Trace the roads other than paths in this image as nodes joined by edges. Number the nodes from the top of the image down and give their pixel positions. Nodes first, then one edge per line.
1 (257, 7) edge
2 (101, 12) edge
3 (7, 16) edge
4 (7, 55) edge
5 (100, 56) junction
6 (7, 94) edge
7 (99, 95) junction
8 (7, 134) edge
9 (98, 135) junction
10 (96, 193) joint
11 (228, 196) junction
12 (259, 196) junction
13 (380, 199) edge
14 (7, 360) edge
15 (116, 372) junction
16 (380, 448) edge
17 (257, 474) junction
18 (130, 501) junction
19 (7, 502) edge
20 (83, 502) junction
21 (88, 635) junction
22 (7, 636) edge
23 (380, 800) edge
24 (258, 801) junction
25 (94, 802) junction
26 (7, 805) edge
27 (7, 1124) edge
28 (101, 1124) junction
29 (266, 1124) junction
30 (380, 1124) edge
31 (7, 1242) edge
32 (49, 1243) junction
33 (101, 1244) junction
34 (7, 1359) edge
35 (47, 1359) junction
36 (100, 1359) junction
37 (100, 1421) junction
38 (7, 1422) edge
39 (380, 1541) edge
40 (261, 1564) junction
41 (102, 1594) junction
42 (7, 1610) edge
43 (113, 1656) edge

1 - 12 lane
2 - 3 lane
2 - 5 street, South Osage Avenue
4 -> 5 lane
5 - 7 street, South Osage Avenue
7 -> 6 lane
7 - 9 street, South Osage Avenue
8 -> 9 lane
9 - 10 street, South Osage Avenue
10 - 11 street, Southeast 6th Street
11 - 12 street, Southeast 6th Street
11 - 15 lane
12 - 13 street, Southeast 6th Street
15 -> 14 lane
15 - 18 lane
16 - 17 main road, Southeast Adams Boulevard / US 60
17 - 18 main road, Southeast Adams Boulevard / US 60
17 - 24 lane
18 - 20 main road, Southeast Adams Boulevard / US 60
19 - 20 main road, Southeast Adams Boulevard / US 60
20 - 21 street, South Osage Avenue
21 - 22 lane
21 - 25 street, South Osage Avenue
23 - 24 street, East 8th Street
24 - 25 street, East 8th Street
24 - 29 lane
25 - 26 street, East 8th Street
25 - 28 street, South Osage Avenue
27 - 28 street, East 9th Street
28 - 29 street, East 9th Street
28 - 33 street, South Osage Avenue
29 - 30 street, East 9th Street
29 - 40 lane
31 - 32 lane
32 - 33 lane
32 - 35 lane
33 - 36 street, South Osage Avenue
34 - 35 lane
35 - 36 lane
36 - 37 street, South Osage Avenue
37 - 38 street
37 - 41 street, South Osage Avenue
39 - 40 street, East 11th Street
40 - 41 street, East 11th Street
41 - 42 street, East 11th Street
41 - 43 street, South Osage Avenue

▶ _REQUIREMENT_
This task calls for each line of the material that contains "Southeast".

▶ _RESPONSE_
10 - 11 street, Southeast 6th Street
11 - 12 street, Southeast 6th Street
12 - 13 street, Southeast 6th Street
16 - 17 main road, Southeast Adams Boulevard / US 60
17 - 18 main road, Southeast Adams Boulevard / US 60
18 - 20 main road, Southeast Adams Boulevard / US 60
19 - 20 main road, Southeast Adams Boulevard / US 60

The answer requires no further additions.